Input section start
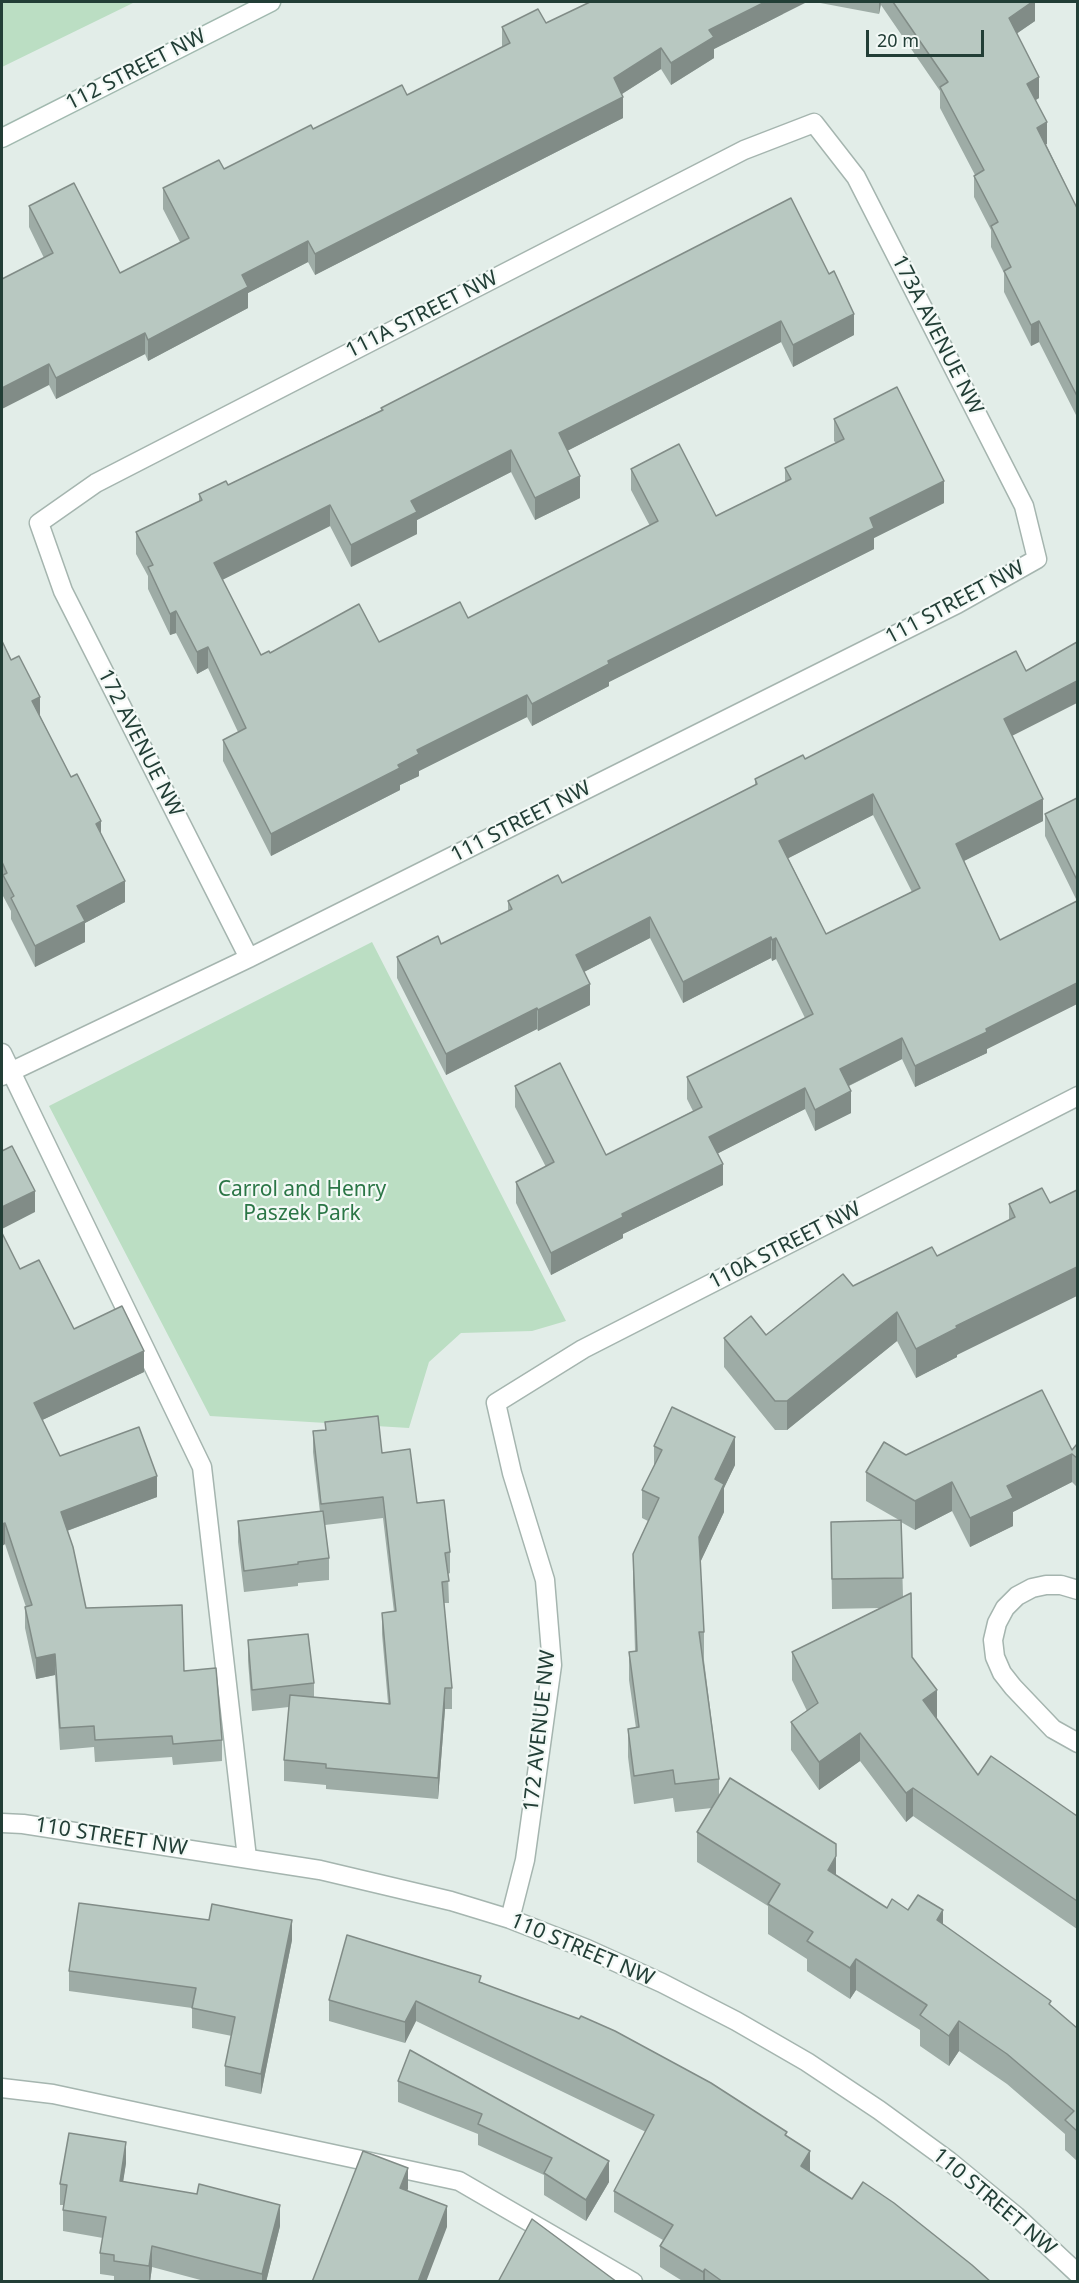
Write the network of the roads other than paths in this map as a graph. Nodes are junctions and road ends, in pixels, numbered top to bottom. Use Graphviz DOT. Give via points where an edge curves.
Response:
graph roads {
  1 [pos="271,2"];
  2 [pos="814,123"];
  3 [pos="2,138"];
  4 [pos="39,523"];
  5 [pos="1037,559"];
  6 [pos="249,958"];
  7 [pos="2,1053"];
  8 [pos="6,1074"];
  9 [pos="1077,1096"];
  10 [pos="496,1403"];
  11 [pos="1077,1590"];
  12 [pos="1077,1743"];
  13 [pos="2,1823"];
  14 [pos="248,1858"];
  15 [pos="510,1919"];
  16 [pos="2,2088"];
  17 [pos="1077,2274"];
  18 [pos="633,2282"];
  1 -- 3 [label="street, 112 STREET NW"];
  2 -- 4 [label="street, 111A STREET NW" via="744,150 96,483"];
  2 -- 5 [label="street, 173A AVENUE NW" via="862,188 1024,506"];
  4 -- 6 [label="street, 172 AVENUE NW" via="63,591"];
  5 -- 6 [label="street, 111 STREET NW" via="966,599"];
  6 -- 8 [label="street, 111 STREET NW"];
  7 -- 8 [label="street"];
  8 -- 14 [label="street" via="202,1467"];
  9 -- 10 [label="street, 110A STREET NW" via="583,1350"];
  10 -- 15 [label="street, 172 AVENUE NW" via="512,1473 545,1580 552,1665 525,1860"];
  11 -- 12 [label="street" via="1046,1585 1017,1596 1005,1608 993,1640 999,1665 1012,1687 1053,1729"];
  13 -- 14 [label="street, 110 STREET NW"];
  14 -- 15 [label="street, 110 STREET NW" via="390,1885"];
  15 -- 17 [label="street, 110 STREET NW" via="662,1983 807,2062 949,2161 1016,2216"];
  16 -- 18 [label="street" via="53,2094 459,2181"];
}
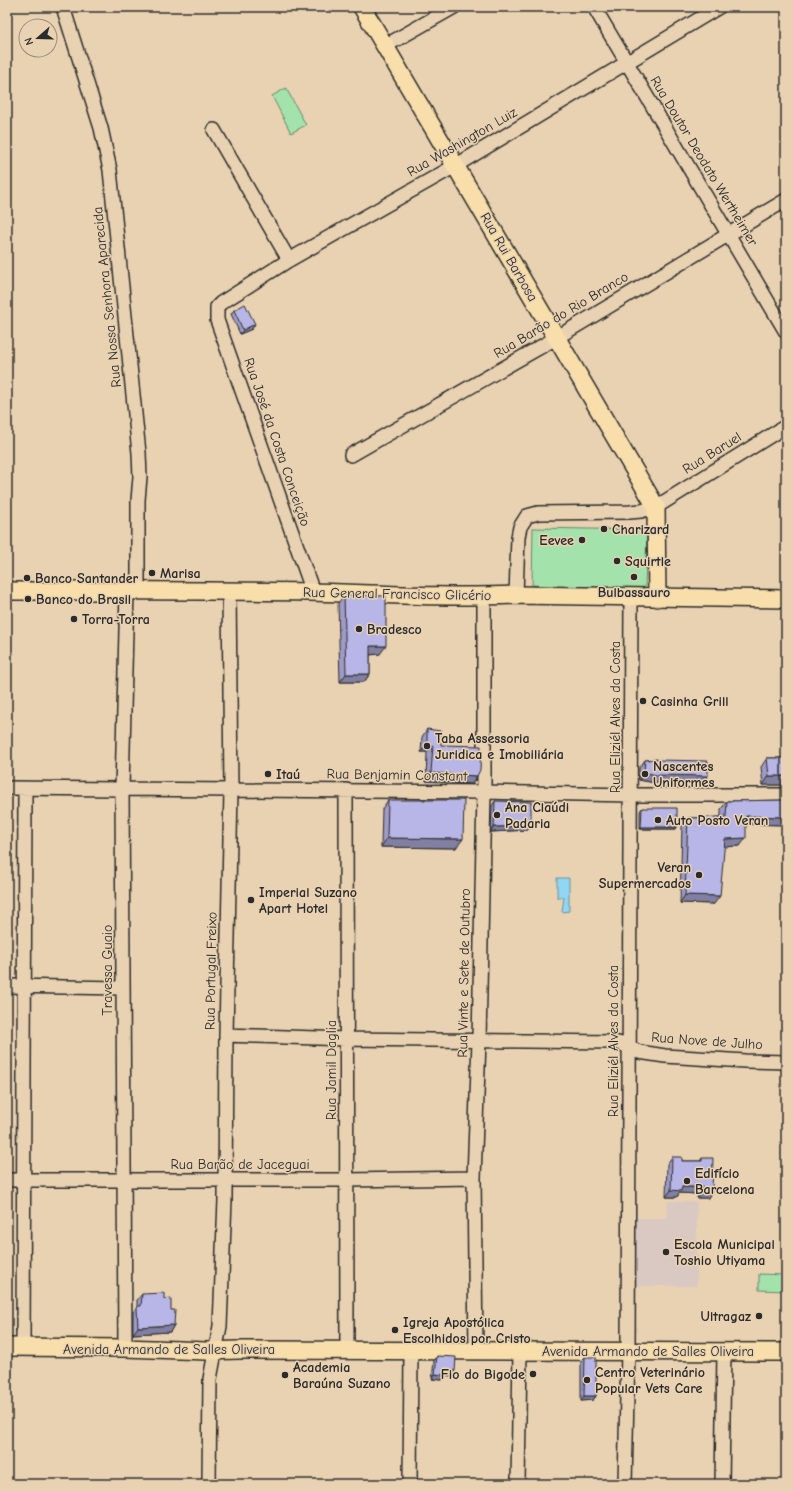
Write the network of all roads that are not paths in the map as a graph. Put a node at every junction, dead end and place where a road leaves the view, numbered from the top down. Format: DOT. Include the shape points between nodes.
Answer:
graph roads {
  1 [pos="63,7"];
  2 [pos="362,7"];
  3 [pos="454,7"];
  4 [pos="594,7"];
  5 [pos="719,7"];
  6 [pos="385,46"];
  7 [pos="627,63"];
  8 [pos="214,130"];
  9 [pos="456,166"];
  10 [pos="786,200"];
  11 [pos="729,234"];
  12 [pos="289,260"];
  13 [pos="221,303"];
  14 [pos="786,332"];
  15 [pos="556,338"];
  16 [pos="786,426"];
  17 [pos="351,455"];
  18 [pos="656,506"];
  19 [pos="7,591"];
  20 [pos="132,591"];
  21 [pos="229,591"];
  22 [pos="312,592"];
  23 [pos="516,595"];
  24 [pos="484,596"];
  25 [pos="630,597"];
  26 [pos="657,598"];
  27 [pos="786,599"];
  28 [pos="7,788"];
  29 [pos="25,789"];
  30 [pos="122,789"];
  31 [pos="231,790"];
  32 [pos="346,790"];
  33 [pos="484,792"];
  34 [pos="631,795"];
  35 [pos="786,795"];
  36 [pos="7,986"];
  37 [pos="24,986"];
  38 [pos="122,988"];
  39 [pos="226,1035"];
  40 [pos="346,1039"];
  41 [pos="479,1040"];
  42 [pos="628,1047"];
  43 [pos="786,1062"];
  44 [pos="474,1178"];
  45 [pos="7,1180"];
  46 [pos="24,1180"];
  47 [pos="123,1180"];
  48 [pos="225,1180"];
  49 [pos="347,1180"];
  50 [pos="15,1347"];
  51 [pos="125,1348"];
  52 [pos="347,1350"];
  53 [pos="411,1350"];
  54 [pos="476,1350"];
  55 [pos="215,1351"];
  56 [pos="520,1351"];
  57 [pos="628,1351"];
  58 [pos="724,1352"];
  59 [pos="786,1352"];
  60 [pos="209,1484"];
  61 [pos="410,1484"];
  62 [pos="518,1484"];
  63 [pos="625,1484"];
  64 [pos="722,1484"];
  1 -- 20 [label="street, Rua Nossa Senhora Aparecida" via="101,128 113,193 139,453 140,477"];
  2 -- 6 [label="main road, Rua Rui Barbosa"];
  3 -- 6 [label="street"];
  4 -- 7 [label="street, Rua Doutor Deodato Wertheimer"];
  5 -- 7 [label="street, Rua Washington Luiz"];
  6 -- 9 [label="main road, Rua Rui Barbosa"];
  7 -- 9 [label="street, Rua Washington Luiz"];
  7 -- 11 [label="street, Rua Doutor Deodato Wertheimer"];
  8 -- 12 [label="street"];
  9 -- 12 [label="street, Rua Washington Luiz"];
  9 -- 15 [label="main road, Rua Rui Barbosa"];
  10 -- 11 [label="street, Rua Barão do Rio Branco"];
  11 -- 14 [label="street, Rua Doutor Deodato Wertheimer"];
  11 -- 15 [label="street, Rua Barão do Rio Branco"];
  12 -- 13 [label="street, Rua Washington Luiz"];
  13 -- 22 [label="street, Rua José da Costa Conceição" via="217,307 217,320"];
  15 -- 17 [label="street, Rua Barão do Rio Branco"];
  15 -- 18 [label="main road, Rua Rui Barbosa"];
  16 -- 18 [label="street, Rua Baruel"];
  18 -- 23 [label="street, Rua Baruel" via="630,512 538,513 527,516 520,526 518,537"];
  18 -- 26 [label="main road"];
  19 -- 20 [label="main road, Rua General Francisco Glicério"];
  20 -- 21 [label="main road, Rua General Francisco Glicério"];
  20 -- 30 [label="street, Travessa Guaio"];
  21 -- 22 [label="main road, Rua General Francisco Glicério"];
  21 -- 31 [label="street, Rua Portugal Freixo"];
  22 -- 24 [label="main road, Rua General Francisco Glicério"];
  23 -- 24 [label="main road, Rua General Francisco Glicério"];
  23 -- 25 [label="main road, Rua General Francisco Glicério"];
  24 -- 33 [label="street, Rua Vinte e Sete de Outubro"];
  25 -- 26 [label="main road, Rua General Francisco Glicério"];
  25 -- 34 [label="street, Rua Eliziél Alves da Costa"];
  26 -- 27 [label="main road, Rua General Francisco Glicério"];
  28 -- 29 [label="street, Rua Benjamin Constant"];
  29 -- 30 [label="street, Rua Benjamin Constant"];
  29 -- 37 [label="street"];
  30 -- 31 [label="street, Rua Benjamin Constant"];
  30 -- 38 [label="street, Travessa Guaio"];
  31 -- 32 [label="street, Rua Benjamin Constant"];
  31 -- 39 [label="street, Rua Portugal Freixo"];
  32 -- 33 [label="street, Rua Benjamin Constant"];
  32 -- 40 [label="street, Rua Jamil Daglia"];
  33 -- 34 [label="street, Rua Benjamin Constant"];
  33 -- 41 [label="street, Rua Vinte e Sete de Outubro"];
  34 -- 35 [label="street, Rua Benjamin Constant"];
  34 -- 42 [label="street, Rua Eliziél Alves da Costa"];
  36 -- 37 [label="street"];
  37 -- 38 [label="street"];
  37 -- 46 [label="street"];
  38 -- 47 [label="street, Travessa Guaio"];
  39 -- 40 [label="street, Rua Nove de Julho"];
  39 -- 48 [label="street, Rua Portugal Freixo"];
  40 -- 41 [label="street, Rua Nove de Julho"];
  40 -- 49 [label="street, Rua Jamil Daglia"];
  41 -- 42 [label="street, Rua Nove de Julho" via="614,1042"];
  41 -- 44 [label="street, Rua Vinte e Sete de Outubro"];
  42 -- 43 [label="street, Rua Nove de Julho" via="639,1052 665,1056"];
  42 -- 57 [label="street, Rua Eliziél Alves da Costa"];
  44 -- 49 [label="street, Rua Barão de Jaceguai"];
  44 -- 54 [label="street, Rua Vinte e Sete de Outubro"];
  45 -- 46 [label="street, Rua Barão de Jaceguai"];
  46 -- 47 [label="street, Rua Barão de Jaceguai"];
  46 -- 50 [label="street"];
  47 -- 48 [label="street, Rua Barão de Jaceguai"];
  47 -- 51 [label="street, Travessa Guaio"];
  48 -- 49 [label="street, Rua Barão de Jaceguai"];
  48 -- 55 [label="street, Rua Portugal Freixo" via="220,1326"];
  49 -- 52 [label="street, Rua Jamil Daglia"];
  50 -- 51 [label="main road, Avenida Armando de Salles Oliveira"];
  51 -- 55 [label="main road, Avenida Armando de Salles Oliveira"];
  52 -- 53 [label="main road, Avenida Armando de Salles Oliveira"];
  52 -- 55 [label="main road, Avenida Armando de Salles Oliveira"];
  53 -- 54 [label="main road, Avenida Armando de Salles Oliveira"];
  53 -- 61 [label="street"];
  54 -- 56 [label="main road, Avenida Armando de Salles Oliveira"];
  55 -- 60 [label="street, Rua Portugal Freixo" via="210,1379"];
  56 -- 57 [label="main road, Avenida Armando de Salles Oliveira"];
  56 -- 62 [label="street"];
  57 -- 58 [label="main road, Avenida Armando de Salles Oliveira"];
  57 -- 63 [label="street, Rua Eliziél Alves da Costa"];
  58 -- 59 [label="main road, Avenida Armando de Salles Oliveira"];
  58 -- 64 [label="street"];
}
Input section end
Would you reproduce, exactly and with nothing added, every line from the beginning of the entries above through the line that contains "Write the network of all", both included, leaving out the pictures?

▶ [Answer to the problem]:
Write the network of the roads other than paths in this map as a graph. Nodes are junctions and road ends, in pixels, numbered top to bottom. Use Graphviz DOT. Give via points where an edge curves.
Response:
graph roads {
  1 [pos="271,2"];
  2 [pos="814,123"];
  3 [pos="2,138"];
  4 [pos="39,523"];
  5 [pos="1037,559"];
  6 [pos="249,958"];
  7 [pos="2,1053"];
  8 [pos="6,1074"];
  9 [pos="1077,1096"];
  10 [pos="496,1403"];
  11 [pos="1077,1590"];
  12 [pos="1077,1743"];
  13 [pos="2,1823"];
  14 [pos="248,1858"];
  15 [pos="510,1919"];
  16 [pos="2,2088"];
  17 [pos="1077,2274"];
  18 [pos="633,2282"];
  1 -- 3 [label="street, 112 STREET NW"];
  2 -- 4 [label="street, 111A STREET NW" via="744,150 96,483"];
  2 -- 5 [label="street, 173A AVENUE NW" via="862,188 1024,506"];
  4 -- 6 [label="street, 172 AVENUE NW" via="63,591"];
  5 -- 6 [label="street, 111 STREET NW" via="966,599"];
  6 -- 8 [label="street, 111 STREET NW"];
  7 -- 8 [label="street"];
  8 -- 14 [label="street" via="202,1467"];
  9 -- 10 [label="street, 110A STREET NW" via="583,1350"];
  10 -- 15 [label="street, 172 AVENUE NW" via="512,1473 545,1580 552,1665 525,1860"];
  11 -- 12 [label="street" via="1046,1585 1017,1596 1005,1608 993,1640 999,1665 1012,1687 1053,1729"];
  13 -- 14 [label="street, 110 STREET NW"];
  14 -- 15 [label="street, 110 STREET NW" via="390,1885"];
  15 -- 17 [label="street, 110 STREET NW" via="662,1983 807,2062 949,2161 1016,2216"];
  16 -- 18 [label="street" via="53,2094 459,2181"];
}
Write the network of all roads that are not paths in the map as a graph. Put a node at every junction, dead end and place where a road leaves the view, numbered from the top down. Format: DOT. Include the shape points between nodes.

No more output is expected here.